He also has adopted all the Transit City plan plus some other really interesting ideas. I think that he has included the already approved GO Transit plans, especially since construction has started on all of them, so that he can say he has accomplished part of his plan for the 2011 elections assuming that he wins re-election in October.
I just wish that there was some actual binding commitment to do this instead of an election promise. I guess he could re-call the legislature and pass some bills but I doubt that we will see that happen. It looks like he is trying to be a Bill Davis without the hang up on new technology. Time will tell.
I, for one am completely flummoxed by this, and in a good way. I haven’t had so many wishes fulfilled in one go since Christmas 1978 (unfortunately I was not old enough to have the really good adult wishes at that point).
Now if only I had submitted my plan for a bi-level elevated solar powered line on Queen street. Why, oh why wasn’t I on top of that?

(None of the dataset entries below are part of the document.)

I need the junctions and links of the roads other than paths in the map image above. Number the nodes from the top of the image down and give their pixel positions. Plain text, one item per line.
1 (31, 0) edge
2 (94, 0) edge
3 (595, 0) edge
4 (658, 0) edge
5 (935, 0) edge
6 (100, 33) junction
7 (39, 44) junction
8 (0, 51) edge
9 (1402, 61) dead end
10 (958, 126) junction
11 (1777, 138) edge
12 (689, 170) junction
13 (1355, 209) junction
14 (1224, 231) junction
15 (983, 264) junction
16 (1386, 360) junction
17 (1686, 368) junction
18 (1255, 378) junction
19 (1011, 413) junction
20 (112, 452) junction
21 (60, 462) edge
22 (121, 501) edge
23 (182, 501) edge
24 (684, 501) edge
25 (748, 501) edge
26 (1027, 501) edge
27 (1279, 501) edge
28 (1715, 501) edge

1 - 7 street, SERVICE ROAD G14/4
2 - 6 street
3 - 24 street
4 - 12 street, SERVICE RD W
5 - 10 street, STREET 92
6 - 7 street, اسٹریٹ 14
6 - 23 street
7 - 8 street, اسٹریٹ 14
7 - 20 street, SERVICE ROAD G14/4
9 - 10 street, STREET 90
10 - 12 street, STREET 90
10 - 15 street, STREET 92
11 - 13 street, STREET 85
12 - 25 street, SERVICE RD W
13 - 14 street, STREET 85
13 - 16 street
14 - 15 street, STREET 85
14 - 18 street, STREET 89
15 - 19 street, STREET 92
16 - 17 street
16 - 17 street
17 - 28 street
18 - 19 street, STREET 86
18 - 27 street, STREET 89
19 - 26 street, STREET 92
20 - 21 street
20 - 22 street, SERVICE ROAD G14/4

I don’t know about some of the other cities but Hamilton had already started planning the Rapid Transit Routes before this was announced. I was disappointed that they left out our East-West Mountain Link.
That said i am ecstatic.
There is no reason to vote liberal just for this though. According to the News, the Conservatives said they will implement something similar if elected. Joyce Savoline the PC critic for Go Transit (Who is a daily rider and former chair of it’s board) has claimed that parts of the plan we’re stolen from the Conservative.

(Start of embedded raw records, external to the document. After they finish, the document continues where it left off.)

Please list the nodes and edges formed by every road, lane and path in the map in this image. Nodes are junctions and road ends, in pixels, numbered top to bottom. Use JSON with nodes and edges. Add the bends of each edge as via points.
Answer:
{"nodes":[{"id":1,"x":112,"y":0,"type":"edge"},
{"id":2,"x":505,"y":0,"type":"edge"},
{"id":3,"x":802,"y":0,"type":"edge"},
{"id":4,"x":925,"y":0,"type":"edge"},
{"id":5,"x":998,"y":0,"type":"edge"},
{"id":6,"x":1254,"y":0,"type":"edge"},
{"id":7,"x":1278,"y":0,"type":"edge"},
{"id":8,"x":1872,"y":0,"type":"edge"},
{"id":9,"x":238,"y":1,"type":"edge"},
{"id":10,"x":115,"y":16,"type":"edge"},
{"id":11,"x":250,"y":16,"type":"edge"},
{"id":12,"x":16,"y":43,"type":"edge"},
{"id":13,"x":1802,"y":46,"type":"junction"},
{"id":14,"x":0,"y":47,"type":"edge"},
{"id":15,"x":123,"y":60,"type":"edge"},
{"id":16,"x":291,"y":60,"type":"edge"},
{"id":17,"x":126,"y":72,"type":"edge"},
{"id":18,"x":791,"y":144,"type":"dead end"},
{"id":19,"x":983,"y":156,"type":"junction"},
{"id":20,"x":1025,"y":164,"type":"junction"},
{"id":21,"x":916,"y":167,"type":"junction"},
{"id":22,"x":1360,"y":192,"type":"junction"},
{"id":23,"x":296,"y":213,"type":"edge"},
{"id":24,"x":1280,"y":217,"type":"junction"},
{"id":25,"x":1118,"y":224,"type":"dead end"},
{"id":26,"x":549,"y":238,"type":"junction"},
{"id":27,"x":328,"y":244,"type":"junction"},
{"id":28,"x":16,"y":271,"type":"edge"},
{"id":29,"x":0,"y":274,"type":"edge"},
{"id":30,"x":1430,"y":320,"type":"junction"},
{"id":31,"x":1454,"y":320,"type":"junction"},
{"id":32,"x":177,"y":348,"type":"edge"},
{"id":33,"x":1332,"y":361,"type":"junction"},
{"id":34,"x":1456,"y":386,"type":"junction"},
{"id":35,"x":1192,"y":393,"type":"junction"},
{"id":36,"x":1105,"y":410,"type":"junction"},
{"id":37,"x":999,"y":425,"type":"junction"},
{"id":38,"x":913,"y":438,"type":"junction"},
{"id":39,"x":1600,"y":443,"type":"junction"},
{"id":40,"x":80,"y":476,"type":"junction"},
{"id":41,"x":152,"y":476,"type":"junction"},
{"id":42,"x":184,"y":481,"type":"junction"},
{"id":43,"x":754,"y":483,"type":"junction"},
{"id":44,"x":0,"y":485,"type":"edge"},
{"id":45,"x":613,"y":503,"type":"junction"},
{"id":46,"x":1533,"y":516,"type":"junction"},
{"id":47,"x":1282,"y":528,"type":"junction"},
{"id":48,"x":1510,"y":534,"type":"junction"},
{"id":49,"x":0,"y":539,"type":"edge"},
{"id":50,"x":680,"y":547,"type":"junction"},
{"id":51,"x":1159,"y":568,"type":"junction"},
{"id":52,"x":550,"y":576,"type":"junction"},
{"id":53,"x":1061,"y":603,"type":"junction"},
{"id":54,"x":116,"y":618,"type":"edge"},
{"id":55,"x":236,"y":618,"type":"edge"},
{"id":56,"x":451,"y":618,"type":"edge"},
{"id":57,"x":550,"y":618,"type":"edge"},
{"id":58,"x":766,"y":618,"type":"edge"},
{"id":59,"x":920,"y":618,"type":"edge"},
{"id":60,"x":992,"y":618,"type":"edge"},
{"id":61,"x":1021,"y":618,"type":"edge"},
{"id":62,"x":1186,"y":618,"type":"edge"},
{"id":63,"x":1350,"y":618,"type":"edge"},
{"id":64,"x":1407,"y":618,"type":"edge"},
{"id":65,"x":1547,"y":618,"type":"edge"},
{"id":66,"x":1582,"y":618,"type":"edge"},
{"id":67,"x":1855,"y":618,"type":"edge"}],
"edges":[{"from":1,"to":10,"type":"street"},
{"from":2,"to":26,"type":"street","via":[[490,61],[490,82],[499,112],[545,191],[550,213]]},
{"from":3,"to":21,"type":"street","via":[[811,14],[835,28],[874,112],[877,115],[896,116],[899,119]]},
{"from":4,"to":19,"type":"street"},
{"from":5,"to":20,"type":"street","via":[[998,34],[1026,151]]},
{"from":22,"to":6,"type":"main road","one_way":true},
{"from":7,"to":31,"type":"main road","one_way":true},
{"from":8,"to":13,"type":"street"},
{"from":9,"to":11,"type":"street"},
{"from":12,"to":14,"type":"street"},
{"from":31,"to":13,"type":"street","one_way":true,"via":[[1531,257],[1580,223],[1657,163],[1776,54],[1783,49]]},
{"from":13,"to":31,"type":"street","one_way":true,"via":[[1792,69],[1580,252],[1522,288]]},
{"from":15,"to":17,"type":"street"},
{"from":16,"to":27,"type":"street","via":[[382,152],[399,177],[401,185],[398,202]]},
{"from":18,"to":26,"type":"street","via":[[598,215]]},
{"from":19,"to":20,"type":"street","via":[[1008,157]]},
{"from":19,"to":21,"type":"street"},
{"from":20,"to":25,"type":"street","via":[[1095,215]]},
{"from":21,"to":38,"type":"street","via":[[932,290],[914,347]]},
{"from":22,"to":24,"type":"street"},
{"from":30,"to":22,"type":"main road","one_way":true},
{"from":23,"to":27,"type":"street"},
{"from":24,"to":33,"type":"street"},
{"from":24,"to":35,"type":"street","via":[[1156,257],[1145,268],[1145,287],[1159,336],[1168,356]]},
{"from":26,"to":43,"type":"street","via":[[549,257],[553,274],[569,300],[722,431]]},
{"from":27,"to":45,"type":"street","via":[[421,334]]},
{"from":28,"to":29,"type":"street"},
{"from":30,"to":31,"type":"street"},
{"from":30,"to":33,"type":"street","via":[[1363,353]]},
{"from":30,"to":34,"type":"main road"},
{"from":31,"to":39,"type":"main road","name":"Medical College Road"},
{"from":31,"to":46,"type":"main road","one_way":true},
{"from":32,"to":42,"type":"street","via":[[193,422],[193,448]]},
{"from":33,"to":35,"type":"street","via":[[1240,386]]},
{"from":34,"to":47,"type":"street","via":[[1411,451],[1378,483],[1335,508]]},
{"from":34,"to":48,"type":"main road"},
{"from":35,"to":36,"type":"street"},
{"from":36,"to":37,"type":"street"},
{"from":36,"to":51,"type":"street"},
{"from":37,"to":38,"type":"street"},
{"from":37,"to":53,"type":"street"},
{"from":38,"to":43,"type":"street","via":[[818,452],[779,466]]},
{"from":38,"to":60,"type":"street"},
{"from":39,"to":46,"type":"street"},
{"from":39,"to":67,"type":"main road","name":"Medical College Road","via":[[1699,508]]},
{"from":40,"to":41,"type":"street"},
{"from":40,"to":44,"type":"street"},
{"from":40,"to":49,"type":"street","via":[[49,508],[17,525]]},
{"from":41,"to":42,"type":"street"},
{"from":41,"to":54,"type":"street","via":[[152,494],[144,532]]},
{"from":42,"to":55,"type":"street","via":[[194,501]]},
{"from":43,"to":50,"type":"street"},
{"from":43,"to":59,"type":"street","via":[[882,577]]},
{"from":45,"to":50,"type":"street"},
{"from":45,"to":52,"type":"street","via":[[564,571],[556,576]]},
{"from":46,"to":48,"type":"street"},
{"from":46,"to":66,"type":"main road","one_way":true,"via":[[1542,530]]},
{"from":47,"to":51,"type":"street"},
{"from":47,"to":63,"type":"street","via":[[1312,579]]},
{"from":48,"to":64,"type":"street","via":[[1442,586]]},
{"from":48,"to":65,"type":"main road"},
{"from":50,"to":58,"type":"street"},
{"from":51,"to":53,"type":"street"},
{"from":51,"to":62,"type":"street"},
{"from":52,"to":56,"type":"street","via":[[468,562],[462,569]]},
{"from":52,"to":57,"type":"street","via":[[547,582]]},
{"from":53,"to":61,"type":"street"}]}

Hopefully the Conservatives and NDP will try and one up this.
Forgive me if this is an ignorant question but I’m not an engineer. Does electrification mean replacing existing track or laying new track alongside?
Steve: The existing track would be used although changes would be needed due to the fact that it would now provide the electrical return circuit in addition to signalling. A separate track for the electrified service is not required.
I’m a Mississauga Transit driver and was at the garage watching the announcement on Friday. Most were surprised by the magnitude of the funding and some of the projects included. I can say though that I’m really excited with the size and magnitude of it. I only started driving for transit in the last year and am really looking forward to the different types of work that will be available to me in the future other that just driving a bus. I don’t totally trust McGuinty after the new health tax. But I’m willing to give him another chance with MoveOntario 2020. He can’t back out of this, it would be political suicide. And should he not win re-election the PCs and the NDP would be wise to see to it that they immplement some similar plan.
All light rail in the GTA needs to be built to TTC specs. The Hurontario train, for example, will ultimately have to merge with the Transit City Waterfront West line.
If anything it makes more sense to create some kind of direct link LRT between Kipling and the nascent airport transit hub. But that’s quibbling.
I do wonder, however, how disruptive construction of all this will be. Assuming even some relationship to the promise (being realistic, “Toronto 2025”) how well can today’s technology dig tunnels and lay track with out utterly tying up traffic. I did not drive around Sheppard all that much some years back, but I have to imagine building the subway on Yonge at the same time as a busway, for example, will be interesting.
Steve: I suspect that the Yonge extension will be at the tail end of all of this since York Region is already getting their subway to VCC. The busway can be built long before. However, cut and cover construction of the subway may make operation of the busway a tad difficult.
re: airport link(s)
My assertion of Union Station’s importance as an airport link point is by no means meant to obscure that, in the context of this complex, regional plan, multiple airport links are needed. True that the numbers of train/plane transfer trips probably aren’t too high at present but the objective of reducing car trips won’t happen if the option isn’t there.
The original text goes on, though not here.